## Assignment
Report only the number of lines that contain the string "numbered" in the records below.
================
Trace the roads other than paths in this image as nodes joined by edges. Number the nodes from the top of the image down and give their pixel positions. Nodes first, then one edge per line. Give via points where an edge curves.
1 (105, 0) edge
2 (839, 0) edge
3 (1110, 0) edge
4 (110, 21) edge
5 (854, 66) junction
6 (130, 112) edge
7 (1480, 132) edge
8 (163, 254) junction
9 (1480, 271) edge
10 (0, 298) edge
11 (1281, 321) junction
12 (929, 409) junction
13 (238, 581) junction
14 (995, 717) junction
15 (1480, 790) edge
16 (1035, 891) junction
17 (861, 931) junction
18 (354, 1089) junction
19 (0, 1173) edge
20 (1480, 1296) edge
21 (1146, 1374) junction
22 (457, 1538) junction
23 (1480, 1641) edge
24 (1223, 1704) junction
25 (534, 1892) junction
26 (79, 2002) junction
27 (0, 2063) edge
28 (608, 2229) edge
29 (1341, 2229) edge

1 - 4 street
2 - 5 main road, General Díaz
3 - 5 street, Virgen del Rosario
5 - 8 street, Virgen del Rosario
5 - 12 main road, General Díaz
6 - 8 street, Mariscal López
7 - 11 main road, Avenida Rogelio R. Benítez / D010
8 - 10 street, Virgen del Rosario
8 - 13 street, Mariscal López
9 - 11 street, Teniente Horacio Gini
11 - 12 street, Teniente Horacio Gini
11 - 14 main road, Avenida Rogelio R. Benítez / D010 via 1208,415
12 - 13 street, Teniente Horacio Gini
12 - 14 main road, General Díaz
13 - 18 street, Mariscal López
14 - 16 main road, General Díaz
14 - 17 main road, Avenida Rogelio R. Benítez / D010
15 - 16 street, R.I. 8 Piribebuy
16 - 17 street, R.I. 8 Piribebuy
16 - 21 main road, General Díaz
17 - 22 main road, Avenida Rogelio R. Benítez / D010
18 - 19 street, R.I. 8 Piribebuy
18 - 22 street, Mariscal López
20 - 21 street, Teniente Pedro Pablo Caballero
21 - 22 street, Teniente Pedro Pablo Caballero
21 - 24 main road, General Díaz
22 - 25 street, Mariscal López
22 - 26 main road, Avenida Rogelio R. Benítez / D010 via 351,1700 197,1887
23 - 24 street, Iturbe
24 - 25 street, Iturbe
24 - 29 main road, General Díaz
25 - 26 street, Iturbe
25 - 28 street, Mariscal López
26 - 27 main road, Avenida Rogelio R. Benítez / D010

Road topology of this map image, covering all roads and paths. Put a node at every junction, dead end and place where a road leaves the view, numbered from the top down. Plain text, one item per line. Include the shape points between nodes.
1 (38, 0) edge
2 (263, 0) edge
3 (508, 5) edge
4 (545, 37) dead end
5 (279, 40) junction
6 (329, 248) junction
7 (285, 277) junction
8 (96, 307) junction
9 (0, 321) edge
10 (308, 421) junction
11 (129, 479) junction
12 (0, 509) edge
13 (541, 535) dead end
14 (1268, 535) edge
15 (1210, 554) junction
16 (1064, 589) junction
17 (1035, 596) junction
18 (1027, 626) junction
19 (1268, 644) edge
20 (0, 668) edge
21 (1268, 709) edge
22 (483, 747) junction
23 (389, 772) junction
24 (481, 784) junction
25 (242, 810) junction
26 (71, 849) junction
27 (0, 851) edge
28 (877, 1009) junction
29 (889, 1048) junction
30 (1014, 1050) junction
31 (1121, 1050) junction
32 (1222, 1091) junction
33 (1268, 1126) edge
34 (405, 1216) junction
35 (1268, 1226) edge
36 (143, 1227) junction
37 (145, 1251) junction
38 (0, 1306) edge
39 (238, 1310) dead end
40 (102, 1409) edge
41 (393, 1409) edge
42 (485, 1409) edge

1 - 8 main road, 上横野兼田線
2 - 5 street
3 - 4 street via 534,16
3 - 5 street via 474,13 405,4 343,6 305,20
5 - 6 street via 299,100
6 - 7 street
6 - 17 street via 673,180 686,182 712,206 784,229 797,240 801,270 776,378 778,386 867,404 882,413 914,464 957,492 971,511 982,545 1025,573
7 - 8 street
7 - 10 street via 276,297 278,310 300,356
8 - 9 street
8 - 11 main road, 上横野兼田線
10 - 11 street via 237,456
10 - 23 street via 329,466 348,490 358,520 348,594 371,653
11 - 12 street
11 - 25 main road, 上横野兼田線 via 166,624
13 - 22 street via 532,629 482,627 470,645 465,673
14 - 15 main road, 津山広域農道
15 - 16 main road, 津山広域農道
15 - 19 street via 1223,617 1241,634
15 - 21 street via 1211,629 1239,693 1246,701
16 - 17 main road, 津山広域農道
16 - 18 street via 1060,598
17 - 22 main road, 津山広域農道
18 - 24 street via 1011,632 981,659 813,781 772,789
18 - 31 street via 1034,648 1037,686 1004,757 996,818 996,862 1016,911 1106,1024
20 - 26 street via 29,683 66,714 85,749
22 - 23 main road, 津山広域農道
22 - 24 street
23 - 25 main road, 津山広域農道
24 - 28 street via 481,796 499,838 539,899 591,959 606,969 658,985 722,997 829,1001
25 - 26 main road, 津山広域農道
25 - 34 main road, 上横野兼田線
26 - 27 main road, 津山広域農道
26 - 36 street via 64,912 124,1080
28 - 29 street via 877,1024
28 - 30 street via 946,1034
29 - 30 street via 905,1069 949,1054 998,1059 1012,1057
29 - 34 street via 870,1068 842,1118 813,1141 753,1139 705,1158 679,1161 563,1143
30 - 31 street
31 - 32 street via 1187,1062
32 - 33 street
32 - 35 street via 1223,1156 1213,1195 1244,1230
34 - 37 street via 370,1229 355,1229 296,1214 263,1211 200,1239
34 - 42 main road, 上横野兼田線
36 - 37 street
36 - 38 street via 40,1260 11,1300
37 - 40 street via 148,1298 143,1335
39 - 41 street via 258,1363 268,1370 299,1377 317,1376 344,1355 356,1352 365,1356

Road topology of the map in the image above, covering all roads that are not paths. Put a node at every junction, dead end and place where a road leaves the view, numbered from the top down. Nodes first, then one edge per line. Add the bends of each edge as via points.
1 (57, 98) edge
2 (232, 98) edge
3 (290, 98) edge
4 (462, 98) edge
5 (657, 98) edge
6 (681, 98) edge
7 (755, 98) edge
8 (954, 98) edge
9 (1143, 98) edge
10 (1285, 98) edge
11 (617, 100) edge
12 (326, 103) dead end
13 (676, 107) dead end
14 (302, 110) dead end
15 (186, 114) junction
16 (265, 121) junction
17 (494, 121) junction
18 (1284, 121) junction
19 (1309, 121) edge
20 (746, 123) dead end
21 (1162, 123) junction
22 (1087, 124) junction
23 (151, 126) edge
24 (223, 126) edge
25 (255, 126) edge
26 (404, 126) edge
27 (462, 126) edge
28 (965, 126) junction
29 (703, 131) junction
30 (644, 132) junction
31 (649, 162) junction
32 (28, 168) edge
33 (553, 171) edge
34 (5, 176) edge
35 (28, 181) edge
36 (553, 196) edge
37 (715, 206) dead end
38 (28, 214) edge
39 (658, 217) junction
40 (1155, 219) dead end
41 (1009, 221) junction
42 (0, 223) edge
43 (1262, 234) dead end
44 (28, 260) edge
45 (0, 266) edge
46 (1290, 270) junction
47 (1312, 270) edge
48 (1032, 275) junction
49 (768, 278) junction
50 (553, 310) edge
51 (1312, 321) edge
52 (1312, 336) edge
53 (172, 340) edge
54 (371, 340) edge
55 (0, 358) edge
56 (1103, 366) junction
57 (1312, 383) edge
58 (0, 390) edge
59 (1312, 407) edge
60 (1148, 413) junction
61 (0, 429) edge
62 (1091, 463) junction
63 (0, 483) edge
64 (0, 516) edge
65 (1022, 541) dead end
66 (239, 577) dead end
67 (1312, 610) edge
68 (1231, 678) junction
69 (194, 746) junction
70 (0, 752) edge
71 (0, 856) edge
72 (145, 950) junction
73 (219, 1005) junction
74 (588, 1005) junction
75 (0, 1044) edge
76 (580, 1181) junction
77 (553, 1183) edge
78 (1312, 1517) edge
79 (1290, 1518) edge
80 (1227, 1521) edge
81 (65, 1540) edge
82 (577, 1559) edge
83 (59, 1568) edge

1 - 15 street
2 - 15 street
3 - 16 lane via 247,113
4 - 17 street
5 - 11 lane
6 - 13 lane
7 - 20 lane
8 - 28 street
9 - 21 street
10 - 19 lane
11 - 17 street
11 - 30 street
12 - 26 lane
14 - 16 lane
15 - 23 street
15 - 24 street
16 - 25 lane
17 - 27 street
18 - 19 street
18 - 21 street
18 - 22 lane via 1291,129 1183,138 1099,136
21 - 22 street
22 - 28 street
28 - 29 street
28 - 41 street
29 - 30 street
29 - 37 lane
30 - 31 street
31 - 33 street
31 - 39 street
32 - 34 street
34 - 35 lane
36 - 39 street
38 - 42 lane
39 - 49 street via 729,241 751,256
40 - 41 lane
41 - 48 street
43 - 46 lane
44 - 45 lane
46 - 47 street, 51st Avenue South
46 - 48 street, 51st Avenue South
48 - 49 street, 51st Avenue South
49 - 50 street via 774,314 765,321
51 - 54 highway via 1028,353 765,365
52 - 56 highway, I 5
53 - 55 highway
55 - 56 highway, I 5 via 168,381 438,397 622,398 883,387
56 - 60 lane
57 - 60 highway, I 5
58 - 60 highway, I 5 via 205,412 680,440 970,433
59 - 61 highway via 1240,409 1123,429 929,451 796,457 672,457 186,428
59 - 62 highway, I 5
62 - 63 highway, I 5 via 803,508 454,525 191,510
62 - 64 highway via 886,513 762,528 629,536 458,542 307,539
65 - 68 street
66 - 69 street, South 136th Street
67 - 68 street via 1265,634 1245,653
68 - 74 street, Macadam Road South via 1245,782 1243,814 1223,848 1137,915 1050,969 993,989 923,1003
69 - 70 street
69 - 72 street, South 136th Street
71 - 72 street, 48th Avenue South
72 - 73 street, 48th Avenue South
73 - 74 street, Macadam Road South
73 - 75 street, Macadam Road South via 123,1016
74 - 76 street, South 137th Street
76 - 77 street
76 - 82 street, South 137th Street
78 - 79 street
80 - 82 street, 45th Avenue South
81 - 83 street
================
## Written solution
2